Love them, whether they are descendants of slaves or ignorant deniers of their ancestors sins or clueless trust fund babies who never worked a real day in their lives. Love them who disagree with you and leave them alone to live in peace as much as you can. You have enough in your own soul to worry about.
Fight for what you believe is right, but love the opponents whether you win or lose, because you don’t have a corner on all truth. Open your hearts and your minds. This is a nation, not a college football rivalry game. No political party can save us, but they can sure tear us to shreds.

Love them all, without exception. With no favoritism. Especially us professing Christians. We preachers are condemned if you fail this. We were to teach you this if nothing else in our careers. Love one another as He loved us. Did we not tell you enough? Only two things in all those years, love God with all you are, and your neighbor as yourself.
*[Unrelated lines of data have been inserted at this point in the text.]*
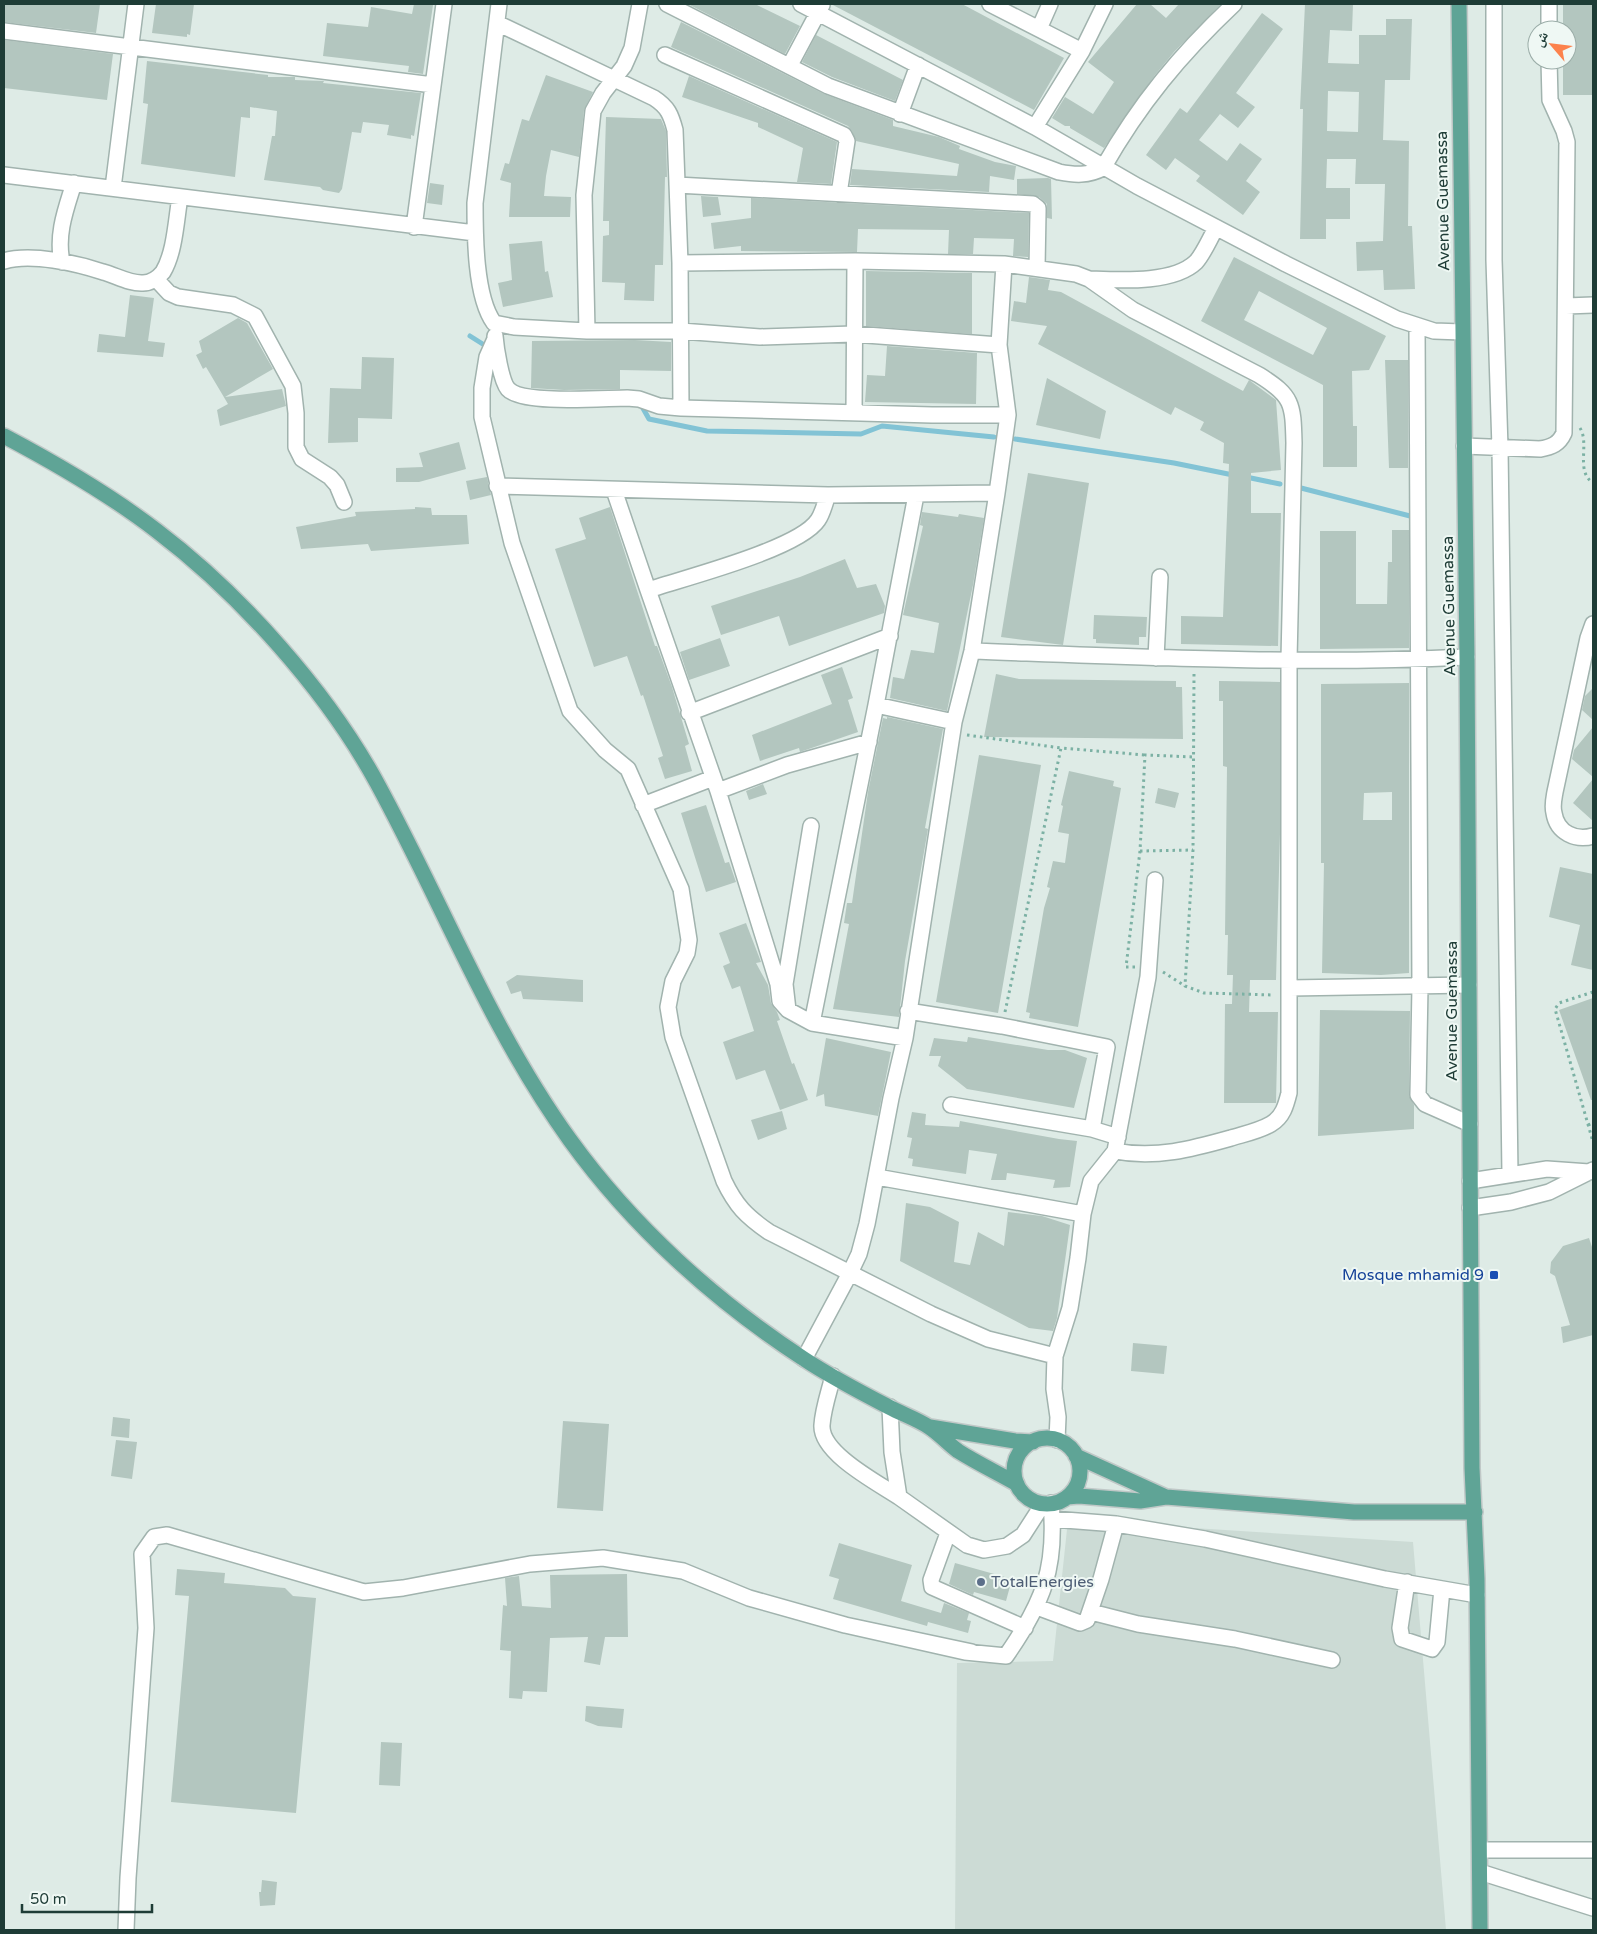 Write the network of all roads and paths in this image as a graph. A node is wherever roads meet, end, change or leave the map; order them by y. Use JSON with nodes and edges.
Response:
{"nodes":[{"id":1,"x":136,"y":4,"type":"edge"},
{"id":2,"x":444,"y":4,"type":"edge"},
{"id":3,"x":499,"y":4,"type":"edge"},
{"id":4,"x":640,"y":4,"type":"edge"},
{"id":5,"x":667,"y":4,"type":"edge"},
{"id":6,"x":801,"y":4,"type":"edge"},
{"id":7,"x":990,"y":4,"type":"edge"},
{"id":8,"x":1050,"y":4,"type":"edge"},
{"id":9,"x":1105,"y":4,"type":"edge"},
{"id":10,"x":1234,"y":4,"type":"edge"},
{"id":11,"x":1459,"y":4,"type":"edge"},
{"id":12,"x":1494,"y":4,"type":"edge"},
{"id":13,"x":1549,"y":4,"type":"edge"},
{"id":14,"x":820,"y":8,"type":"edge"},
{"id":15,"x":1013,"y":10,"type":"edge"},
{"id":16,"x":1549,"y":20,"type":"edge"},
{"id":17,"x":497,"y":23,"type":"junction"},
{"id":18,"x":1039,"y":29,"type":"junction"},
{"id":19,"x":4,"y":31,"type":"edge"},
{"id":20,"x":131,"y":48,"type":"junction"},
{"id":21,"x":1082,"y":51,"type":"junction"},
{"id":22,"x":664,"y":55,"type":"dead end"},
{"id":23,"x":790,"y":65,"type":"junction"},
{"id":24,"x":918,"y":65,"type":"junction"},
{"id":25,"x":1549,"y":70,"type":"edge"},
{"id":26,"x":615,"y":80,"type":"junction"},
{"id":27,"x":433,"y":86,"type":"junction"},
{"id":28,"x":900,"y":114,"type":"junction"},
{"id":29,"x":1034,"y":127,"type":"junction"},
{"id":30,"x":1103,"y":168,"type":"junction"},
{"id":31,"x":4,"y":174,"type":"edge"},
{"id":32,"x":74,"y":183,"type":"junction"},
{"id":33,"x":677,"y":185,"type":"junction"},
{"id":34,"x":113,"y":188,"type":"junction"},
{"id":35,"x":839,"y":194,"type":"junction"},
{"id":36,"x":180,"y":197,"type":"junction"},
{"id":37,"x":414,"y":227,"type":"junction"},
{"id":38,"x":1216,"y":228,"type":"junction"},
{"id":39,"x":475,"y":233,"type":"junction"},
{"id":40,"x":4,"y":261,"type":"edge"},
{"id":41,"x":855,"y":261,"type":"junction"},
{"id":42,"x":62,"y":262,"type":"junction"},
{"id":43,"x":680,"y":263,"type":"junction"},
{"id":44,"x":1004,"y":264,"type":"junction"},
{"id":45,"x":1037,"y":268,"type":"junction"},
{"id":46,"x":156,"y":279,"type":"junction"},
{"id":47,"x":1089,"y":279,"type":"junction"},
{"id":48,"x":1593,"y":305,"type":"edge"},
{"id":49,"x":1566,"y":306,"type":"junction"},
{"id":50,"x":494,"y":323,"type":"junction"},
{"id":51,"x":1416,"y":326,"type":"junction"},
{"id":52,"x":587,"y":331,"type":"junction"},
{"id":53,"x":681,"y":331,"type":"junction"},
{"id":54,"x":1462,"y":332,"type":"junction"},
{"id":55,"x":853,"y":334,"type":"junction"},
{"id":56,"x":495,"y":340,"type":"junction"},
{"id":57,"x":999,"y":345,"type":"junction"},
{"id":58,"x":681,"y":408,"type":"junction"},
{"id":59,"x":854,"y":413,"type":"junction"},
{"id":60,"x":1008,"y":415,"type":"junction"},
{"id":61,"x":1566,"y":424,"type":"junction"},
{"id":62,"x":4,"y":436,"type":"edge"},
{"id":63,"x":1464,"y":446,"type":"junction"},
{"id":64,"x":1500,"y":448,"type":"junction"},
{"id":65,"x":1593,"y":483,"type":"edge"},
{"id":66,"x":498,"y":486,"type":"junction"},
{"id":67,"x":614,"y":490,"type":"junction"},
{"id":68,"x":997,"y":493,"type":"junction"},
{"id":69,"x":828,"y":495,"type":"junction"},
{"id":70,"x":916,"y":495,"type":"junction"},
{"id":71,"x":344,"y":502,"type":"dead end"},
{"id":72,"x":1160,"y":577,"type":"dead end"},
{"id":73,"x":648,"y":590,"type":"junction"},
{"id":74,"x":1593,"y":624,"type":"edge"},
{"id":75,"x":890,"y":636,"type":"junction"},
{"id":76,"x":972,"y":650,"type":"junction"},
{"id":77,"x":1467,"y":657,"type":"junction"},
{"id":78,"x":1156,"y":658,"type":"junction"},
{"id":79,"x":1194,"y":659,"type":"junction"},
{"id":80,"x":1289,"y":659,"type":"junction"},
{"id":81,"x":1419,"y":659,"type":"junction"},
{"id":82,"x":876,"y":705,"type":"junction"},
{"id":83,"x":689,"y":713,"type":"junction"},
{"id":84,"x":954,"y":728,"type":"junction"},
{"id":85,"x":869,"y":742,"type":"junction"},
{"id":86,"x":1061,"y":748,"type":"junction"},
{"id":87,"x":1146,"y":755,"type":"dead end"},
{"id":88,"x":716,"y":784,"type":"junction"},
{"id":89,"x":643,"y":805,"type":"junction"},
{"id":90,"x":811,"y":826,"type":"dead end"},
{"id":91,"x":1593,"y":836,"type":"edge"},
{"id":92,"x":1193,"y":850,"type":"junction"},
{"id":93,"x":1140,"y":851,"type":"dead end"},
{"id":94,"x":1154,"y":880,"type":"dead end"},
{"id":95,"x":1469,"y":985,"type":"junction"},
{"id":96,"x":1420,"y":987,"type":"junction"},
{"id":97,"x":1289,"y":992,"type":"junction"},
{"id":98,"x":1593,"y":992,"type":"edge"},
{"id":99,"x":788,"y":1010,"type":"junction"},
{"id":100,"x":908,"y":1011,"type":"junction"},
{"id":101,"x":812,"y":1023,"type":"junction"},
{"id":102,"x":1002,"y":1026,"type":"junction"},
{"id":103,"x":905,"y":1038,"type":"junction"},
{"id":104,"x":951,"y":1105,"type":"dead end"},
{"id":105,"x":1593,"y":1123,"type":"edge"},
{"id":106,"x":1470,"y":1124,"type":"junction"},
{"id":107,"x":1588,"y":1125,"type":"junction"},
{"id":108,"x":1092,"y":1129,"type":"junction"},
{"id":109,"x":1593,"y":1142,"type":"edge"},
{"id":110,"x":1116,"y":1144,"type":"junction"},
{"id":111,"x":1591,"y":1171,"type":"edge"},
{"id":112,"x":1510,"y":1174,"type":"junction"},
{"id":113,"x":877,"y":1177,"type":"junction"},
{"id":114,"x":1470,"y":1181,"type":"junction"},
{"id":115,"x":1470,"y":1208,"type":"junction"},
{"id":116,"x":1083,"y":1214,"type":"junction"},
{"id":117,"x":850,"y":1273,"type":"junction"},
{"id":118,"x":1055,"y":1356,"type":"junction"},
{"id":119,"x":804,"y":1359,"type":"junction"},
{"id":120,"x":833,"y":1376,"type":"junction"},
{"id":121,"x":890,"y":1407,"type":"junction"},
{"id":122,"x":928,"y":1426,"type":"junction"},
{"id":123,"x":1057,"y":1440,"type":"junction"},
{"id":124,"x":1033,"y":1442,"type":"junction"},
{"id":125,"x":1076,"y":1456,"type":"junction"},
{"id":126,"x":1017,"y":1484,"type":"junction"},
{"id":127,"x":899,"y":1496,"type":"junction"},
{"id":128,"x":1067,"y":1497,"type":"junction"},
{"id":129,"x":1166,"y":1497,"type":"junction"},
{"id":130,"x":1047,"y":1504,"type":"junction"},
{"id":131,"x":1475,"y":1512,"type":"junction"},
{"id":132,"x":1052,"y":1519,"type":"junction"},
{"id":133,"x":1116,"y":1524,"type":"junction"},
{"id":134,"x":948,"y":1533,"type":"junction"},
{"id":135,"x":1407,"y":1582,"type":"junction"},
{"id":136,"x":1442,"y":1588,"type":"junction"},
{"id":137,"x":1477,"y":1595,"type":"junction"},
{"id":138,"x":1037,"y":1607,"type":"junction"},
{"id":139,"x":1091,"y":1612,"type":"junction"},
{"id":140,"x":1025,"y":1628,"type":"junction"},
{"id":141,"x":1332,"y":1660,"type":"dead end"},
{"id":142,"x":1480,"y":1850,"type":"junction"},
{"id":143,"x":1593,"y":1850,"type":"edge"},
{"id":144,"x":1480,"y":1872,"type":"junction"},
{"id":145,"x":1593,"y":1908,"type":"edge"},
{"id":146,"x":126,"y":1930,"type":"edge"},
{"id":147,"x":1480,"y":1930,"type":"edge"}],
"edges":[{"from":1,"to":20,"type":"street"},
{"from":2,"to":27,"type":"street"},
{"from":3,"to":17,"type":"street"},
{"from":4,"to":26,"type":"street"},
{"from":5,"to":23,"type":"street"},
{"from":6,"to":14,"type":"street"},
{"from":7,"to":15,"type":"street"},
{"from":8,"to":18,"type":"street"},
{"from":9,"to":21,"type":"street"},
{"from":10,"to":30,"type":"street"},
{"from":11,"to":54,"type":"main road","name":"Avenue Guemassa"},
{"from":12,"to":64,"type":"street"},
{"from":13,"to":16,"type":"street"},
{"from":14,"to":23,"type":"street"},
{"from":14,"to":24,"type":"street"},
{"from":15,"to":18,"type":"street"},
{"from":17,"to":26,"type":"street"},
{"from":17,"to":39,"type":"street"},
{"from":18,"to":21,"type":"street"},
{"from":19,"to":20,"type":"street"},
{"from":20,"to":27,"type":"street"},
{"from":20,"to":34,"type":"street"},
{"from":21,"to":29,"type":"street"},
{"from":22,"to":35,"type":"street"},
{"from":23,"to":28,"type":"street"},
{"from":24,"to":28,"type":"street"},
{"from":24,"to":29,"type":"street"},
{"from":25,"to":49,"type":"street"},
{"from":26,"to":33,"type":"street"},
{"from":26,"to":52,"type":"street"},
{"from":27,"to":37,"type":"street"},
{"from":28,"to":30,"type":"street"},
{"from":29,"to":30,"type":"street"},
{"from":30,"to":38,"type":"street"},
{"from":31,"to":32,"type":"street"},
{"from":32,"to":34,"type":"street"},
{"from":32,"to":42,"type":"street"},
{"from":33,"to":35,"type":"street"},
{"from":33,"to":43,"type":"street"},
{"from":34,"to":36,"type":"street"},
{"from":35,"to":45,"type":"street"},
{"from":36,"to":37,"type":"street"},
{"from":36,"to":46,"type":"street"},
{"from":37,"to":39,"type":"street"},
{"from":38,"to":47,"type":"street"},
{"from":38,"to":51,"type":"street"},
{"from":39,"to":50,"type":"street"},
{"from":40,"to":42,"type":"street"},
{"from":41,"to":43,"type":"street"},
{"from":41,"to":44,"type":"street"},
{"from":41,"to":55,"type":"street"},
{"from":42,"to":46,"type":"street"},
{"from":43,"to":53,"type":"street"},
{"from":44,"to":45,"type":"street"},
{"from":44,"to":57,"type":"street"},
{"from":45,"to":47,"type":"street"},
{"from":46,"to":71,"type":"street"},
{"from":47,"to":80,"type":"street"},
{"from":48,"to":49,"type":"street"},
{"from":49,"to":61,"type":"street"},
{"from":50,"to":52,"type":"street"},
{"from":50,"to":56,"type":"street"},
{"from":51,"to":54,"type":"street"},
{"from":51,"to":81,"type":"street"},
{"from":52,"to":53,"type":"street"},
{"from":53,"to":55,"type":"street"},
{"from":53,"to":58,"type":"street"},
{"from":54,"to":63,"type":"main road","name":"Avenue Guemassa"},
{"from":55,"to":57,"type":"street"},
{"from":55,"to":59,"type":"street"},
{"from":56,"to":58,"type":"street"},
{"from":56,"to":66,"type":"street"},
{"from":57,"to":60,"type":"street"},
{"from":58,"to":59,"type":"street"},
{"from":59,"to":60,"type":"street"},
{"from":60,"to":68,"type":"street"},
{"from":61,"to":64,"type":"street"},
{"from":61,"to":65,"type":"path"},
{"from":62,"to":119,"type":"main road"},
{"from":63,"to":64,"type":"street"},
{"from":63,"to":77,"type":"main road","name":"Avenue Guemassa"},
{"from":64,"to":112,"type":"street"},
{"from":66,"to":67,"type":"street"},
{"from":66,"to":89,"type":"street"},
{"from":67,"to":69,"type":"street"},
{"from":67,"to":73,"type":"street"},
{"from":68,"to":70,"type":"street"},
{"from":68,"to":76,"type":"street"},
{"from":69,"to":70,"type":"street"},
{"from":69,"to":73,"type":"street"},
{"from":70,"to":75,"type":"street"},
{"from":72,"to":78,"type":"street"},
{"from":73,"to":83,"type":"street"},
{"from":74,"to":91,"type":"street"},
{"from":75,"to":82,"type":"street"},
{"from":75,"to":83,"type":"street"},
{"from":76,"to":78,"type":"street"},
{"from":76,"to":84,"type":"street"},
{"from":77,"to":81,"type":"street"},
{"from":77,"to":95,"type":"main road","name":"Avenue Guemassa"},
{"from":78,"to":79,"type":"street"},
{"from":79,"to":80,"type":"street"},
{"from":79,"to":92,"type":"path"},
{"from":80,"to":81,"type":"street"},
{"from":80,"to":97,"type":"street"},
{"from":81,"to":96,"type":"street"},
{"from":82,"to":84,"type":"street"},
{"from":82,"to":85,"type":"street"},
{"from":83,"to":88,"type":"street"},
{"from":84,"to":86,"type":"path"},
{"from":84,"to":100,"type":"street"},
{"from":85,"to":88,"type":"street"},
{"from":85,"to":101,"type":"street"},
{"from":86,"to":87,"type":"path"},
{"from":86,"to":102,"type":"path"},
{"from":88,"to":89,"type":"street"},
{"from":88,"to":99,"type":"street"},
{"from":89,"to":117,"type":"street"},
{"from":90,"to":99,"type":"street"},
{"from":92,"to":93,"type":"path"},
{"from":92,"to":97,"type":"path"},
{"from":94,"to":110,"type":"street"},
{"from":95,"to":96,"type":"street"},
{"from":95,"to":106,"type":"main road","name":"Avenue Guemassa"},
{"from":96,"to":97,"type":"street"},
{"from":96,"to":106,"type":"street"},
{"from":97,"to":110,"type":"street"},
{"from":98,"to":107,"type":"path"},
{"from":99,"to":101,"type":"street"},
{"from":100,"to":102,"type":"street"},
{"from":100,"to":103,"type":"street"},
{"from":101,"to":103,"type":"street"},
{"from":102,"to":108,"type":"street"},
{"from":103,"to":113,"type":"street"},
{"from":104,"to":108,"type":"street"},
{"from":105,"to":107,"type":"path"},
{"from":106,"to":114,"type":"main road","name":"Avenue Guemassa"},
{"from":107,"to":109,"type":"path"},
{"from":108,"to":110,"type":"street"},
{"from":110,"to":116,"type":"street"},
{"from":111,"to":112,"type":"street"},
{"from":111,"to":115,"type":"street"},
{"from":112,"to":114,"type":"street"},
{"from":113,"to":116,"type":"street"},
{"from":113,"to":117,"type":"street"},
{"from":114,"to":115,"type":"main road","name":"Avenue Guemassa"},
{"from":115,"to":131,"type":"main road","name":"Avenue Guemassa"},
{"from":116,"to":118,"type":"street"},
{"from":117,"to":118,"type":"street"},
{"from":117,"to":119,"type":"street"},
{"from":118,"to":123,"type":"street"},
{"from":119,"to":120,"type":"main road"},
{"from":120,"to":121,"type":"main road"},
{"from":120,"to":127,"type":"street"},
{"from":121,"to":122,"type":"main road"},
{"from":121,"to":127,"type":"street"},
{"from":122,"to":124,"type":"main road"},
{"from":122,"to":126,"type":"main road"},
{"from":123,"to":124,"type":"main road"},
{"from":123,"to":125,"type":"main road"},
{"from":124,"to":126,"type":"main road"},
{"from":125,"to":128,"type":"main road"},
{"from":125,"to":129,"type":"main road"},
{"from":126,"to":130,"type":"main road"},
{"from":127,"to":134,"type":"street"},
{"from":128,"to":129,"type":"main road"},
{"from":128,"to":130,"type":"main road"},
{"from":129,"to":131,"type":"main road"},
{"from":130,"to":132,"type":"street"},
{"from":130,"to":134,"type":"street"},
{"from":131,"to":137,"type":"main road","name":"Avenue Guemassa"},
{"from":132,"to":133,"type":"street"},
{"from":132,"to":138,"type":"street"},
{"from":133,"to":135,"type":"street"},
{"from":133,"to":139,"type":"street"},
{"from":134,"to":140,"type":"street"},
{"from":135,"to":136,"type":"street"},
{"from":135,"to":136,"type":"street"},
{"from":136,"to":137,"type":"street"},
{"from":137,"to":142,"type":"main road","name":"Avenue Guemassa"},
{"from":138,"to":139,"type":"street"},
{"from":138,"to":140,"type":"street"},
{"from":139,"to":141,"type":"street"},
{"from":140,"to":146,"type":"street"},
{"from":142,"to":143,"type":"street"},
{"from":142,"to":144,"type":"main road","name":"Avenue Guemassa"},
{"from":144,"to":145,"type":"street"},
{"from":144,"to":147,"type":"main road","name":"Avenue Guemassa"}]}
Love with justice, fairness, forgiveness, and repent of anger, resentment, arrogance, condescension, prejudice and hate. Love them if they hate you. Love them if they think they’re the first ones in history to know God’s will better than the Lord does. Argue with them, then go to lunch together. Love God, love your neighbor.
Only those two, if you got nothing else from our preaching. If we don’t get those two right, all the politics and culture warring in the world cannot save us. Mostly I am waiting, hoping, that maybe we’ll remember, and like the Prodigal children we are, remember where we came from and go home again.
Love them. The First Amendment lets you do this without interference. You cannot do violence against them or oppress them or harass them or mistreat their children. We have laws the Founders came up with so we could live together and let conscience roam freely. But we can do this. Nothing prevents it. It’s like lettuce in a diet. Eat all you want.
I don’t mean syrupy feelings and sentiment. I mean costly, swallow your pride, something’s-got-to-die-in-me-for-life-to-bloom again love. Suffering love. Examine yourself and fix it love. And that love will make you stand up occasionally almost alone against snarling crowds and powers that be. But even as you do, do not become the very ones against whom you must fight. Love them with forgiveness who do not know what they’re doing—and they’re usually the ones running the show.
I’m worried like we all are. We’re a mess in our attitudes and actions to one another. Our leaders seem to drain one swamp and fill up another. The rich get richer and the middle keeps shrinking. Corruption is still with us, and stupidity is spreading like a stomach virus.
But this one thing we can do. It’s something. When you and I get this right, we’ll move on. Look around. You’ll know what to do.